►
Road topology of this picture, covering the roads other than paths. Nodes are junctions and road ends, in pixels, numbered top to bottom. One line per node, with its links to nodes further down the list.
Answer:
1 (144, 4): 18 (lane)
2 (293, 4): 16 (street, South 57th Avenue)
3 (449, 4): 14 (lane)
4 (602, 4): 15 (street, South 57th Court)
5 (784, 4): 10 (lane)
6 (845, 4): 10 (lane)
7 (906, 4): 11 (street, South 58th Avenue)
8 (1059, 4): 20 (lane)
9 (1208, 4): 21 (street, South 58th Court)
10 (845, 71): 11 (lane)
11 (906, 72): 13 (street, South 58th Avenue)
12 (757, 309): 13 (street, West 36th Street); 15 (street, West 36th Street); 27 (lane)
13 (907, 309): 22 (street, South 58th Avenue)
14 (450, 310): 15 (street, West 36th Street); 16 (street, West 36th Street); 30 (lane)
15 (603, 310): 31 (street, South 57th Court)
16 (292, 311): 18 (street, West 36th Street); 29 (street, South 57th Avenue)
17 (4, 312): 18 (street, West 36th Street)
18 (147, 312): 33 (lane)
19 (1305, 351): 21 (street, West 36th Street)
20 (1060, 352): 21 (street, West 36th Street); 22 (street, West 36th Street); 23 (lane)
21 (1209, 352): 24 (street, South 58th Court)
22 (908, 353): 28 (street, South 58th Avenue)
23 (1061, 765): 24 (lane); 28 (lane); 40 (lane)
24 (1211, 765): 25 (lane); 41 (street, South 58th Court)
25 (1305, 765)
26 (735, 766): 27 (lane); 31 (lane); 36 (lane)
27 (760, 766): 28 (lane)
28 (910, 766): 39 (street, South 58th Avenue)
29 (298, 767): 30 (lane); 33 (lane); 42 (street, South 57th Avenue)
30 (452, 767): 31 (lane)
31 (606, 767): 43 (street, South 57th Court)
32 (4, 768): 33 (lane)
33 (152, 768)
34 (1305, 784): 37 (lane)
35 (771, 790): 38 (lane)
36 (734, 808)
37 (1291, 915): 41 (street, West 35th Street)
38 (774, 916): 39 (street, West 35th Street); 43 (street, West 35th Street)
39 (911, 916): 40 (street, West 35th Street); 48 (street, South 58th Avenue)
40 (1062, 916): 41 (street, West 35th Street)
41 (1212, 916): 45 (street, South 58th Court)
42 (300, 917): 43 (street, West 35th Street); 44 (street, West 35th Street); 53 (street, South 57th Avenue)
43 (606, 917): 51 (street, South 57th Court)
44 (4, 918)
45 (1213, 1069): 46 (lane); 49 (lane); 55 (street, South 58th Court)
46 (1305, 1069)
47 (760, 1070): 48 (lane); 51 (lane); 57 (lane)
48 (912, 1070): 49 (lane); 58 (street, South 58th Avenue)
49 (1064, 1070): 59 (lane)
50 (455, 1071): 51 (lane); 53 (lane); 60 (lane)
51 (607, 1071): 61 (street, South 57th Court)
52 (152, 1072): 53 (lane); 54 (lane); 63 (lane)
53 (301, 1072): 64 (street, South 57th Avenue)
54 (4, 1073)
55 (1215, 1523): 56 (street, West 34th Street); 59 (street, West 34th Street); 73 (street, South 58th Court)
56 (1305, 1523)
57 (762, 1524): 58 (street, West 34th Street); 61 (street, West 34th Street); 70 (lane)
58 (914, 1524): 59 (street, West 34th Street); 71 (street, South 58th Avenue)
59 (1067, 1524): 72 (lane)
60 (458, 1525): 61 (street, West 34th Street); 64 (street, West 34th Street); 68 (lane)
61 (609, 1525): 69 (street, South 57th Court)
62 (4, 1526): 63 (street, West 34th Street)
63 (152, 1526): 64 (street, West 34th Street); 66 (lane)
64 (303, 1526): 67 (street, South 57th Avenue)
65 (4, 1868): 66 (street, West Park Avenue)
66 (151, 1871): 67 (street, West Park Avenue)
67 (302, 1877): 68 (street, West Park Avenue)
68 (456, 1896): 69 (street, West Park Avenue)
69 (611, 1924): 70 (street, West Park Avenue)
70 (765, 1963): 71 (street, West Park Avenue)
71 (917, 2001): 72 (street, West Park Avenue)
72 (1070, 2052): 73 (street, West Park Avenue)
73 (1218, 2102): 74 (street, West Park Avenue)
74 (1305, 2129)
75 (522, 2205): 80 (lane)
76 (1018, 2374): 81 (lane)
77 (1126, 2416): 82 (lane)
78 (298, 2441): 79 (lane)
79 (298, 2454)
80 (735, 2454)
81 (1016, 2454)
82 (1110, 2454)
◄
Problem description: Give the listing above again, word for word.

Completed task:
Road topology of this picture, covering the roads other than paths. Nodes are junctions and road ends, in pixels, numbered top to bottom. One line per node, with its links to nodes further down the list.
Answer:
1 (144, 4): 18 (lane)
2 (293, 4): 16 (street, South 57th Avenue)
3 (449, 4): 14 (lane)
4 (602, 4): 15 (street, South 57th Court)
5 (784, 4): 10 (lane)
6 (845, 4): 10 (lane)
7 (906, 4): 11 (street, South 58th Avenue)
8 (1059, 4): 20 (lane)
9 (1208, 4): 21 (street, South 58th Court)
10 (845, 71): 11 (lane)
11 (906, 72): 13 (street, South 58th Avenue)
12 (757, 309): 13 (street, West 36th Street); 15 (street, West 36th Street); 27 (lane)
13 (907, 309): 22 (street, South 58th Avenue)
14 (450, 310): 15 (street, West 36th Street); 16 (street, West 36th Street); 30 (lane)
15 (603, 310): 31 (street, South 57th Court)
16 (292, 311): 18 (street, West 36th Street); 29 (street, South 57th Avenue)
17 (4, 312): 18 (street, West 36th Street)
18 (147, 312): 33 (lane)
19 (1305, 351): 21 (street, West 36th Street)
20 (1060, 352): 21 (street, West 36th Street); 22 (street, West 36th Street); 23 (lane)
21 (1209, 352): 24 (street, South 58th Court)
22 (908, 353): 28 (street, South 58th Avenue)
23 (1061, 765): 24 (lane); 28 (lane); 40 (lane)
24 (1211, 765): 25 (lane); 41 (street, South 58th Court)
25 (1305, 765)
26 (735, 766): 27 (lane); 31 (lane); 36 (lane)
27 (760, 766): 28 (lane)
28 (910, 766): 39 (street, South 58th Avenue)
29 (298, 767): 30 (lane); 33 (lane); 42 (street, South 57th Avenue)
30 (452, 767): 31 (lane)
31 (606, 767): 43 (street, South 57th Court)
32 (4, 768): 33 (lane)
33 (152, 768)
34 (1305, 784): 37 (lane)
35 (771, 790): 38 (lane)
36 (734, 808)
37 (1291, 915): 41 (street, West 35th Street)
38 (774, 916): 39 (street, West 35th Street); 43 (street, West 35th Street)
39 (911, 916): 40 (street, West 35th Street); 48 (street, South 58th Avenue)
40 (1062, 916): 41 (street, West 35th Street)
41 (1212, 916): 45 (street, South 58th Court)
42 (300, 917): 43 (street, West 35th Street); 44 (street, West 35th Street); 53 (street, South 57th Avenue)
43 (606, 917): 51 (street, South 57th Court)
44 (4, 918)
45 (1213, 1069): 46 (lane); 49 (lane); 55 (street, South 58th Court)
46 (1305, 1069)
47 (760, 1070): 48 (lane); 51 (lane); 57 (lane)
48 (912, 1070): 49 (lane); 58 (street, South 58th Avenue)
49 (1064, 1070): 59 (lane)
50 (455, 1071): 51 (lane); 53 (lane); 60 (lane)
51 (607, 1071): 61 (street, South 57th Court)
52 (152, 1072): 53 (lane); 54 (lane); 63 (lane)
53 (301, 1072): 64 (street, South 57th Avenue)
54 (4, 1073)
55 (1215, 1523): 56 (street, West 34th Street); 59 (street, West 34th Street); 73 (street, South 58th Court)
56 (1305, 1523)
57 (762, 1524): 58 (street, West 34th Street); 61 (street, West 34th Street); 70 (lane)
58 (914, 1524): 59 (street, West 34th Street); 71 (street, South 58th Avenue)
59 (1067, 1524): 72 (lane)
60 (458, 1525): 61 (street, West 34th Street); 64 (street, West 34th Street); 68 (lane)
61 (609, 1525): 69 (street, South 57th Court)
62 (4, 1526): 63 (street, West 34th Street)
63 (152, 1526): 64 (street, West 34th Street); 66 (lane)
64 (303, 1526): 67 (street, South 57th Avenue)
65 (4, 1868): 66 (street, West Park Avenue)
66 (151, 1871): 67 (street, West Park Avenue)
67 (302, 1877): 68 (street, West Park Avenue)
68 (456, 1896): 69 (street, West Park Avenue)
69 (611, 1924): 70 (street, West Park Avenue)
70 (765, 1963): 71 (street, West Park Avenue)
71 (917, 2001): 72 (street, West Park Avenue)
72 (1070, 2052): 73 (street, West Park Avenue)
73 (1218, 2102): 74 (street, West Park Avenue)
74 (1305, 2129)
75 (522, 2205): 80 (lane)
76 (1018, 2374): 81 (lane)
77 (1126, 2416): 82 (lane)
78 (298, 2441): 79 (lane)
79 (298, 2454)
80 (735, 2454)
81 (1016, 2454)
82 (1110, 2454)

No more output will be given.